Futures climbed as much as 1.6 per cent in New York after rising 3.4 per cent on Tuesday.

Powered by automated translation

Oil extended its biggest advance this month on signs the slowdown in US drilling is reducing a crude supply glut in the world’s biggest consumer.

Futures climbed as much as 1.6 per cent in New York after rising 3.4 per cent on Tuesday. Crude inventories probably fell for a sixth week through June 5 as refiners prepared to meet increased fuel demand in the summer, according to a Bloomberg survey before government data on Wednesday. Opec, which maintained its output quota at a Friday meeting, will continue to pump above its ceiling, according to UBS.

While oil has rebounded from a six-year low in March to near $60 a barrel, the recovery has prompted speculation it will accelerate US drilling that’s at the slowest since August 2010. Output from prolific shale formations will decline through July to the lowest level since January, the Energy Information Administration reported Monday.

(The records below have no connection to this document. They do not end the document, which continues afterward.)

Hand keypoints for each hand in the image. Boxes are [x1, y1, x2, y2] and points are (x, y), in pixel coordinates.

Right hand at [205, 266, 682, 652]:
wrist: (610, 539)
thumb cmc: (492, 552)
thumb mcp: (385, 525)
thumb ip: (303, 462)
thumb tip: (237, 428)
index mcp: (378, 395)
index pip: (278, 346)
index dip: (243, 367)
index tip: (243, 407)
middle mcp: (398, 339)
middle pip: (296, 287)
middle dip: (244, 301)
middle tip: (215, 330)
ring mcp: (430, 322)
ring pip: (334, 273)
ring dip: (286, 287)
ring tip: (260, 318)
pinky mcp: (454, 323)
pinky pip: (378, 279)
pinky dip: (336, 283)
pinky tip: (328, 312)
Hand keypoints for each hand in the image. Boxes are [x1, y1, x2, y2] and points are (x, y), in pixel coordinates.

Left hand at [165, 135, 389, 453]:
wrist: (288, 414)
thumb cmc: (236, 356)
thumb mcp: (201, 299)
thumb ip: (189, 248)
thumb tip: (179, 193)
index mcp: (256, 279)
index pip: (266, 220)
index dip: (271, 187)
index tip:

“The seasonal improvement in demand has seen a reduction in inventories,” Ric Spooner, a chief analyst at CMC Markets in Sydney, said by phone. “To see the market make significant upward gains from here, we will need to see production cuts.”

West Texas Intermediate for July delivery climbed as much as 93 cents to $61.07 a barrel in electronic trading on the New York Mercantile Exchange and was at $60.93 at 1.14pm Singapore time. The contract rose $2 to $60.14 on Tuesday. The volume of all futures traded was about 8 per cent above the 100-day average. Prices have increased 14 per cent this year.

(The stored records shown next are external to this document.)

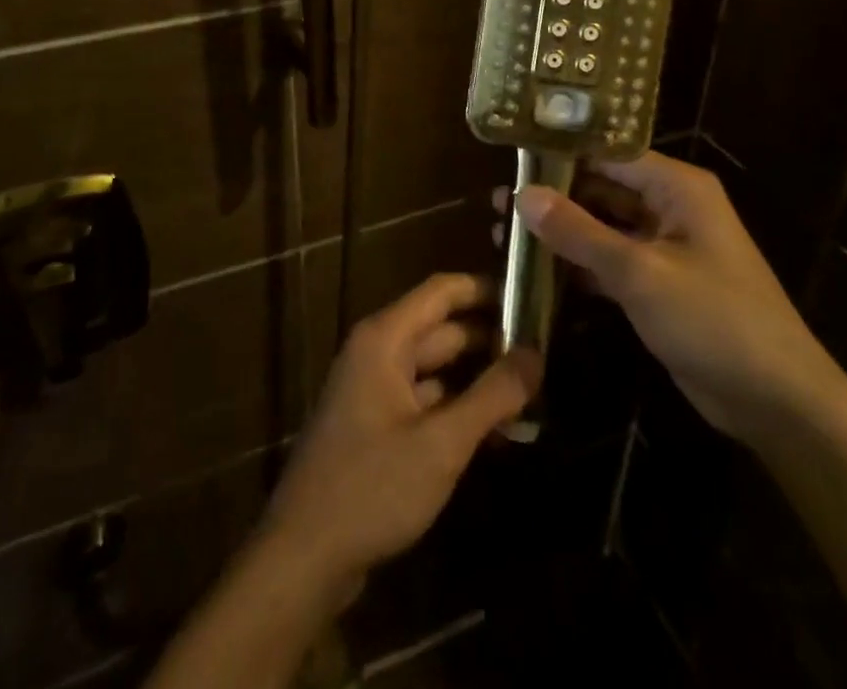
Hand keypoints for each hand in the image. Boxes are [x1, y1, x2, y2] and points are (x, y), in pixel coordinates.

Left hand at [257, 273, 542, 604]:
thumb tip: (536, 353)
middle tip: (543, 353)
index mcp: (385, 338)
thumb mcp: (441, 443)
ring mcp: (373, 388)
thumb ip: (492, 396)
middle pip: (441, 329)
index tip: (530, 299)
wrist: (304, 555)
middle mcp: (377, 352)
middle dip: (489, 339)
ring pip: (434, 367)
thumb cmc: (372, 487)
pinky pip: (422, 398)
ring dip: (476, 376)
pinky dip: (455, 405)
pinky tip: (492, 428)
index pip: (442, 291)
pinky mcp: (374, 424)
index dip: (485, 290)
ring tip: (529, 389)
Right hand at [511, 152, 842, 445]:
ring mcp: (663, 248)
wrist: (776, 403)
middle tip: (497, 200)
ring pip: (601, 227)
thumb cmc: (714, 320)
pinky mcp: (656, 285)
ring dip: (560, 232)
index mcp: (676, 187)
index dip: (561, 153)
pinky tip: (534, 269)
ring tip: (504, 233)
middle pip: (602, 188)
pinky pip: (608, 262)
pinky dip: (576, 264)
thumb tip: (522, 193)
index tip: (511, 157)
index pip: (609, 153)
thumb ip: (579, 232)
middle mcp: (669, 207)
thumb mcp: (640, 273)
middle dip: (553, 196)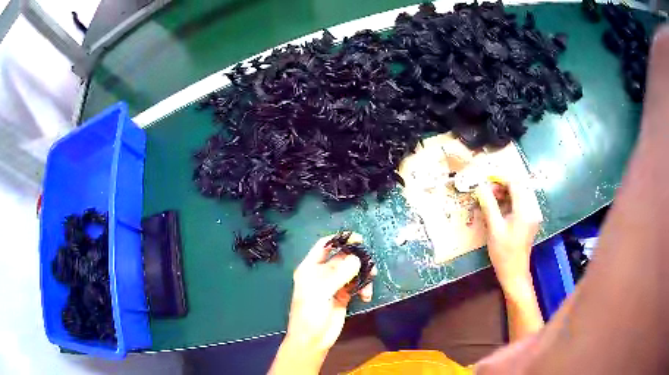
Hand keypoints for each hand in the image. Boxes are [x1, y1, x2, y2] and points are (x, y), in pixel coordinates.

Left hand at [270, 234, 374, 373]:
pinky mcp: (344, 296)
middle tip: (369, 262)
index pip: (324, 246)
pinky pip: (357, 286)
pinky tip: (366, 296)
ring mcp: (334, 285)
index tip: (358, 238)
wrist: (313, 339)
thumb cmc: (310, 313)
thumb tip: (358, 259)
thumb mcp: (321, 291)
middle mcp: (322, 274)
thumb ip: (339, 274)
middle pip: (342, 258)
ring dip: (363, 273)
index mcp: (311, 268)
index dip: (339, 239)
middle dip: (356, 258)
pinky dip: (364, 288)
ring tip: (372, 278)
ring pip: (352, 271)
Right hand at [475, 179, 541, 293]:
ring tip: (490, 199)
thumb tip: (480, 187)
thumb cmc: (503, 252)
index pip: (515, 184)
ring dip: (505, 193)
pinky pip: (520, 204)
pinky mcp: (530, 220)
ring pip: (519, 195)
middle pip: (518, 187)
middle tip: (486, 192)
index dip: (500, 179)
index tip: (486, 181)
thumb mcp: (494, 228)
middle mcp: (532, 209)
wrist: (514, 272)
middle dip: (502, 186)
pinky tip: (499, 208)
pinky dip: (509, 202)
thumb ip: (489, 205)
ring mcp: (532, 215)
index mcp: (524, 210)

Brent for July settlement gained as much as $1.16, or 1.8 per cent, to $66.04 a barrel on the London-based ICE Futures Europe exchange. It advanced $2.19 to $64.88 on Tuesday. The European benchmark crude traded at a premium of $4.44 to WTI.

US crude inventories probably dropped by 1.5 million barrels last week to 475.9 million, according to the Bloomberg survey. They are almost 100 million barrels above the five-year average for this time of the year, data from the EIA show. Supplies shrank by 6.7 million barrels through June 5, the industry-funded American Petroleum Institute reported Tuesday, according to a person familiar with the data.

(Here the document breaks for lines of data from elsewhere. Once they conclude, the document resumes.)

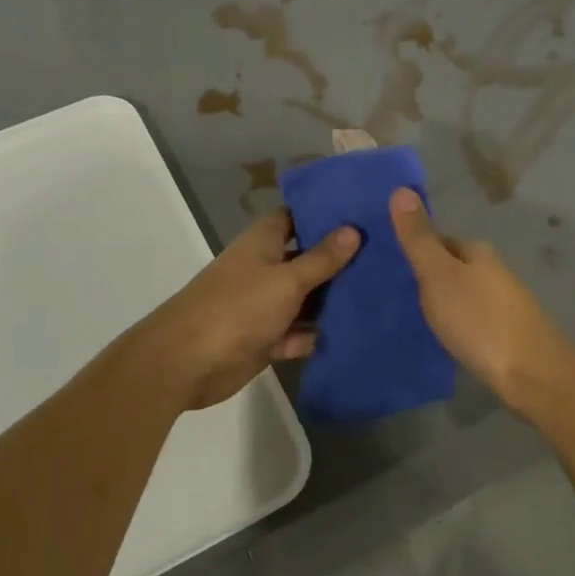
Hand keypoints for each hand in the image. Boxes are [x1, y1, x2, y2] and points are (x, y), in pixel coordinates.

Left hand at [138, 209, 359, 409]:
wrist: (188, 362)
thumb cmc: (238, 308)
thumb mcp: (287, 280)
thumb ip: (321, 259)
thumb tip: (352, 230)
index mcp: (262, 243)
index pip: (295, 217)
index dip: (323, 214)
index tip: (361, 213)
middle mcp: (263, 269)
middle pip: (305, 259)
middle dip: (337, 261)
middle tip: (386, 257)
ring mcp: (262, 305)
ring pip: (303, 299)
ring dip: (330, 302)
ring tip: (381, 297)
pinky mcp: (263, 339)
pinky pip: (295, 334)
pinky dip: (313, 336)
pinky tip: (352, 335)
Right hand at [388, 187, 574, 409]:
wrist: (532, 374)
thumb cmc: (479, 320)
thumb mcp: (439, 275)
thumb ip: (419, 238)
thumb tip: (401, 188)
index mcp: (477, 252)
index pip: (439, 239)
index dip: (414, 248)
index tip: (388, 264)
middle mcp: (493, 270)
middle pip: (452, 265)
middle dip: (427, 274)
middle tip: (394, 292)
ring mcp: (504, 302)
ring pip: (463, 291)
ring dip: (442, 298)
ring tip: (413, 315)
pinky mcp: (507, 332)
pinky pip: (472, 316)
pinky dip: (456, 320)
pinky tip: (445, 335)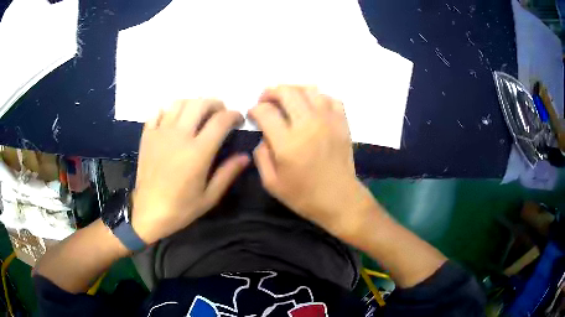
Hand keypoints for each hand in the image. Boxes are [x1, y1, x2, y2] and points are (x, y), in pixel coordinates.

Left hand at [132, 99, 249, 243]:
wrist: (149, 213)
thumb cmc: (181, 208)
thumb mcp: (210, 197)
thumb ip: (228, 173)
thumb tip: (246, 156)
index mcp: (198, 152)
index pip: (221, 120)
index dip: (234, 115)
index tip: (238, 120)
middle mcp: (180, 136)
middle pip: (200, 104)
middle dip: (216, 103)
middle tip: (220, 113)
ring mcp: (161, 133)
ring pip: (179, 103)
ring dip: (193, 103)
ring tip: (198, 114)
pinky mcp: (147, 136)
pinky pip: (157, 112)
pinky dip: (168, 110)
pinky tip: (173, 119)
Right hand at [249, 86, 374, 239]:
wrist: (340, 199)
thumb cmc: (304, 196)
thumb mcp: (271, 183)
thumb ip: (261, 155)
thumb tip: (264, 135)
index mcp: (288, 143)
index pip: (265, 111)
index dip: (254, 110)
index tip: (253, 115)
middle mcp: (308, 125)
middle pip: (287, 91)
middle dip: (270, 92)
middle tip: (266, 101)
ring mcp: (328, 121)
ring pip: (309, 89)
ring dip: (293, 91)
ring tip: (287, 101)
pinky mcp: (342, 123)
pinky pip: (330, 98)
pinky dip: (317, 97)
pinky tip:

Crude production from shale formations such as North Dakota’s Bakken and Texas’s Eagle Ford will shrink 1.3 per cent to 5.58 million barrels a day this month, based on EIA estimates. It’ll drop further in July to 5.49 million, the lowest level since January, the agency said.

Output in the US will peak at a 43-year high in 2015 as producers work through a backlog of uncompleted wells before trailing off in the second half of the year. Production will increase to 9.43 million barrels a day, the most since 1972, the EIA said Tuesday in its monthly Short-Term Energy Outlook. That’s 240,000 barrels higher than last month’s estimate.

Refiners in the US are delaying maintenance scheduled for 2015 until 2016 to take advantage of “incredible” margins and demand for refined products including gasoline, Robert Campbell, head of oil-products research at Energy Aspects, said in an interview at Bloomberg headquarters in New York.

Opec agreed at a June 5 meeting to keep its output target at 30 million barrels a day as it sought to defend market share against higher-cost producers. The 12-member group, which supplies about 40 per cent of the world’s oil, has exceeded its collective quota for the past 12 months, according to data compiled by Bloomberg.

The return of Iranian crude to the market if sanctions are lifted could make the next Opec meeting on December 4 “more intense”, UBS analyst Giovanni Staunovo said in a research note. Iran can return output to pre-sanctions levels in a short time and wants the 12-member group to make room for increased supply, oil minister Bijan Namdar Zanganeh said last week.